Pennsylvania’s Medical Assistance Transportation Program, or MATP, provides more than 9 million non-emergency medical transportation trips annually.
Decades of investment and significant coordination by transit agencies across the Commonwealth have resulted in Pennsylvania being considered a national model for human services transportation coordination. Historically managed by counties and public transportation agencies, the Pennsylvania NEMT model has put local transportation coordination and riders using the NEMT services at the forefront of the program for more than four decades.
Shift to Private MATP?
This long-standing program structure was on its way to being removed when legislation passed in the summer of 2018 requiring an RFA to be issued for PA’s MATP Program, with service separated into three regions and potentially contracted to private, for-profit brokers.
In response to the RFA, Pennsylvania Public Transportation Association (PPTA) members worked alongside county officials and consumer advocates expressing collective concerns to the General Assembly and the Administration regarding unintended consequences that include consumer confusion, the loss of Pennsylvania jobs, increased cost to the state, and the decimation of rural transit. In December 2019, after 18 months, Governor Wolf’s Administration halted the potential privatization of MATP and called for closer collaboration to examine this important issue, specifically asking for increased input from public transportation providers.

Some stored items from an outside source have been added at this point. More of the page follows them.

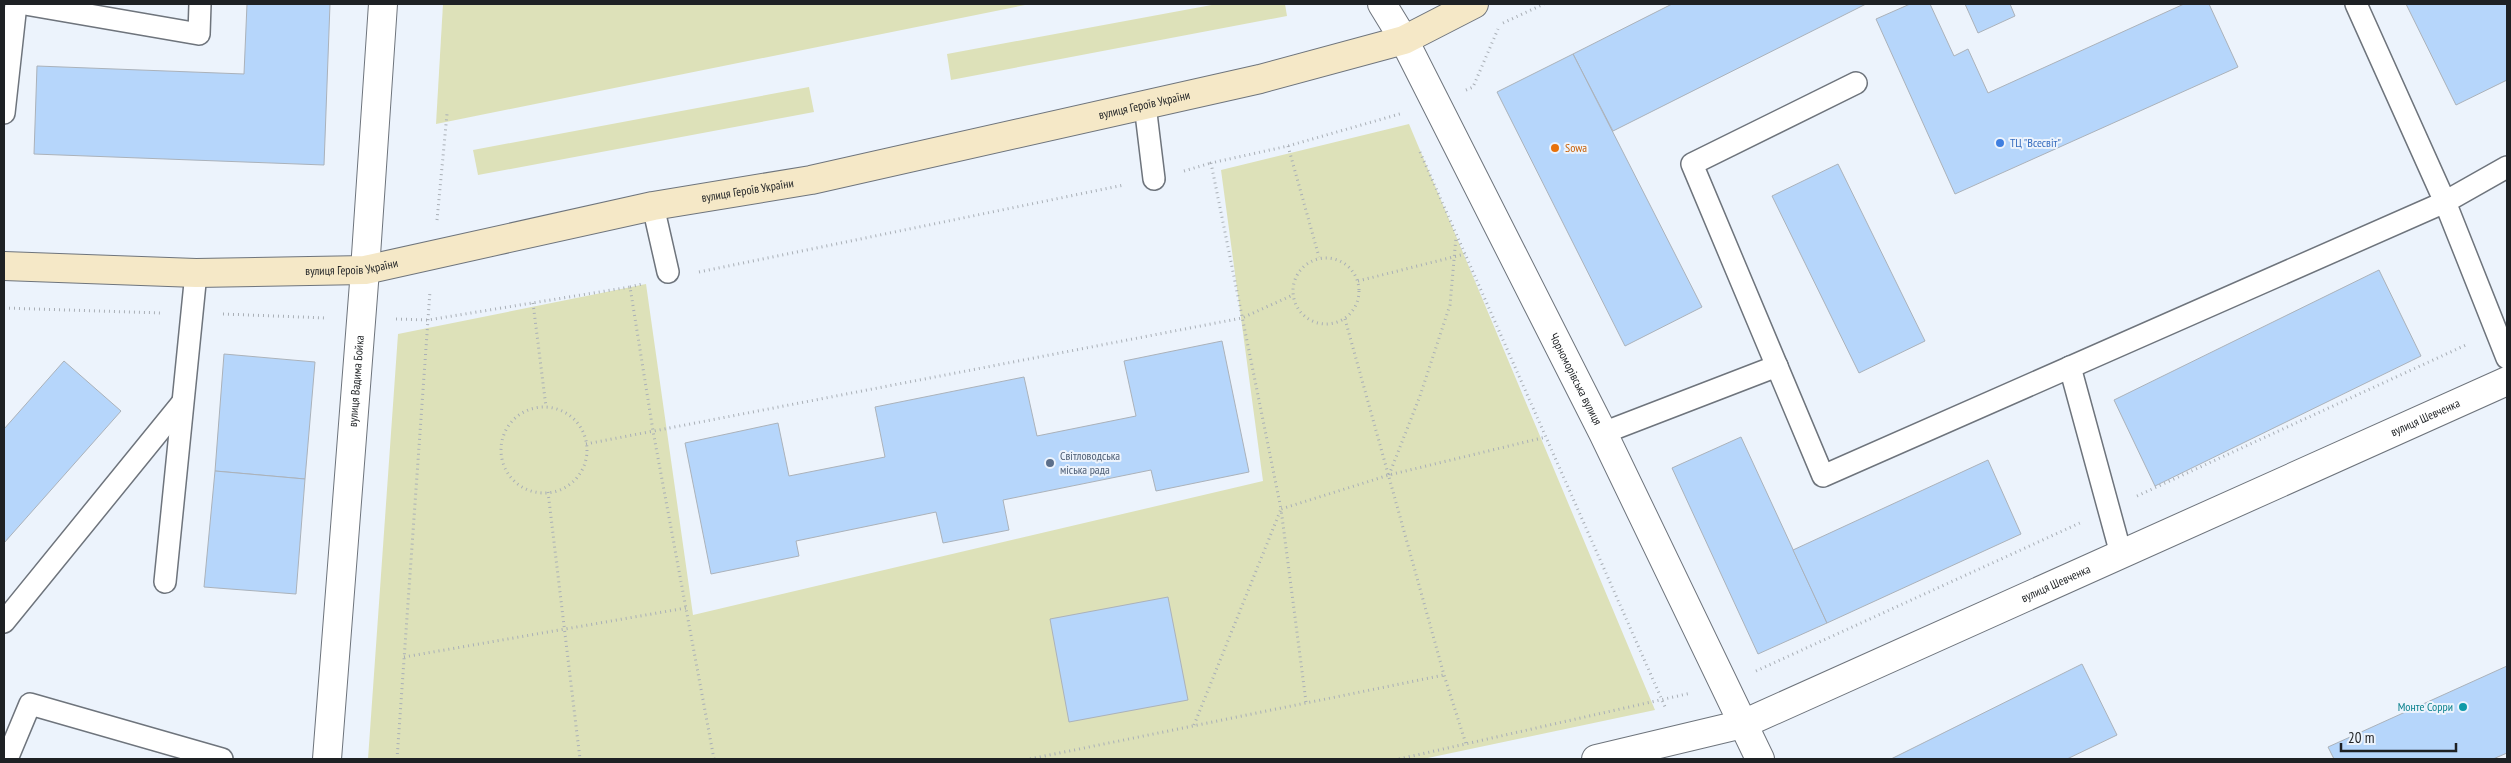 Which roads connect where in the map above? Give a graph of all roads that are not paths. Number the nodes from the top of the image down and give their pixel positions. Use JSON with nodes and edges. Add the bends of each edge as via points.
{"nodes":[{"id":1,"x":16,"y":4,"type":"edge"},
{"id":2,"x":25,"y":4,"type":"edge"},
{"id":3,"x":200,"y":4,"type":"edge"},
{"id":4,"x":383,"y":4,"type":"edge"},
{"id":5,"x":1382,"y":4,"type":"edge"},
{"id":6,"x":1474,"y":4,"type":"edge"},
{"id":7,"x":2356,"y":4,"type":"edge"},
{"id":8,"x":1404,"y":40,"type":"junction"},
{"id":9,"x":1856,"y":83,"type":"dead end"},
{"id":10,"x":1146,"y":105,"type":"junction"},
{"id":11,"x":4,"y":113,"type":"edge"},
{"id":12,"x":2507,"y":167,"type":"edge"},
{"id":13,"x":1154,"y":178,"type":"road end"},
{"id":14,"x":2445,"y":202,"type":"junction"},
{"id":15,"x":653,"y":206,"type":"junction"},
{"id":16,"x":4,"y":266,"type":"edge"},
{"id":17,"x":365,"y":270,"type":"junction"},
{"id":18,"x":668,"y":272,"type":"dead end"},
{"id":19,"x":196,"y":273,"type":"junction"},
{"id":20,"x":2507,"y":358,"type":"edge"},
{"id":21,"x":1777,"y":366,"type":"junction"},
{"id":22,"x":2070,"y":367,"type":"junction"},
{"id":23,"x":2507,"y":382,"type":"edge"},
{"id":24,"x":182,"y":403,"type":"junction"},
{"id":25,"x":1603,"y":433,"type":"junction"},
{"id":26,"x":2121,"y":554,"type":"junction"},
{"id":27,"x":164,"y":582,"type":"dead end"},
{"id":28,"x":4,"y":622,"type":"edge"},
{"id":29,"x":1743,"y":724,"type":"junction"},
{"id":30,"x":7,"y":759,"type":"edge"},
{"id":31,"x":222,"y":759,"type":"edge"},
{"id":32,"x":328,"y":759,"type":"edge"},
{"id":33,"x":1596,"y":759,"type":"edge"},
{"id":34,"x":1760,"y":759,"type":"edge"}],
"edges":[{"from":1,"to":11,"type":"lane"},
{"from":2,"to":3,"type":"lane","via":[[199,34]]},
{"from":4,"to":17,"type":"street","name":"вулиця Вадима Бойка"},
{"from":5,"to":8,"type":"street","name":"Чорноморівська вулиця"},
{"from":6,"to":8,"type":"main road","name":"вулиця Героїв України"},
{"from":7,"to":14,"type":"lane"},
{"from":8,"to":10,"type":"main road","name":"вулиця Героїв України","via":[[1260,79]]},
{"from":8,"to":25,"type":"street","name":"Чорноморівська вулиця"},
{"from":9,"to":21,"type":"lane","via":[[1692,164]]},
{"from":10,"to":13,"type":"lane"},
{"from":10,"to":15,"type":"main road","name":"вулиця Героїв України","via":[[811,180]]},
{"from":12,"to":14,"type":"lane"},
{"from":14,"to":20,"type":"lane"},
{"from":14,"to":22,"type":"lane"},
{"from":15,"to":17,"type":"main road","name":"вулиця Героїв України"},
{"from":15,"to":18,"type":"lane"},
{"from":16,"to":19,"type":"main road","name":"вулиця Героїв України"},
{"from":17,"to":19,"type":"main road","name":"вулиця Героїв України"},
{"from":17,"to":32,"type":"street","name":"вулиця Вадима Бойка"},
{"from":19,"to":24,"type":"lane"},
{"from":21,"to":22,"type":"lane","via":[[1823,476]]},
{"from":21,"to":25,"type":"lane"},
{"from":22,"to":26,"type":"lane"},
{"from":23,"to":26,"type":"street","name":"вулиця Шевченка"},
{"from":24,"to":27,"type":"lane"},
{"from":24,"to":28,"type":"lane"},
{"from":25,"to":29,"type":"street","name":"Чорноморівська вулиця"},
{"from":26,"to":29,"type":"street","name":"вулиця Шевченка"},
{"from":29,"to":33,"type":"street","name":"вулиця Шевченка"},
{"from":29,"to":34,"type":"street","name":"Чорноморівська вулиця"},
{"from":30,"to":31,"type":"lane","via":[[30,704]]}]}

The Pennsylvania Department of Human Services, Department of Aging, and Department of Transportation jointly issued a letter announcing the Administration’s reversal on December 13. A legislatively mandated report issued later in the month detailed concerns that privatization would raise costs and adversely impact consumers— facts that had been part of PPTA’s and county officials’ messages throughout the process. This decision reversal combined with the findings of the report were considered a big win for public transportation providers in the state.
A Powerful Voice
For mobility management practitioners, public transportation providers, and other community stakeholders and advocates, this is an exciting example of the power of local voices. Considering the complexities of legislation and community (and state!) decision-making it can be difficult to connect to policy makers. (We have discussed this previously in the context of the power of getting your elected officials on the bus). Pennsylvania was able to see success due to consistent and widespread interactions with local lawmakers and decisions makers that cumulatively made a large impact on state policy decisions. It is the sustained exposure to mobility needs of a community that can make a difference.
Over the next year and a half, the Pennsylvania Public Transportation Association and County Commissioners Association of Pennsylvania will work alongside state officials, the Administration, and the General Assembly to explore options for maintaining these vital transportation services across Pennsylvania moving forward.
Mobility management professionals have an opportunity to teach officials about their local mobility landscape and how it affects their constituents, and in doing so have a better chance that during times of potential policy change, lawmakers will remember the stories and make decisions that will help more people get to where they need to go.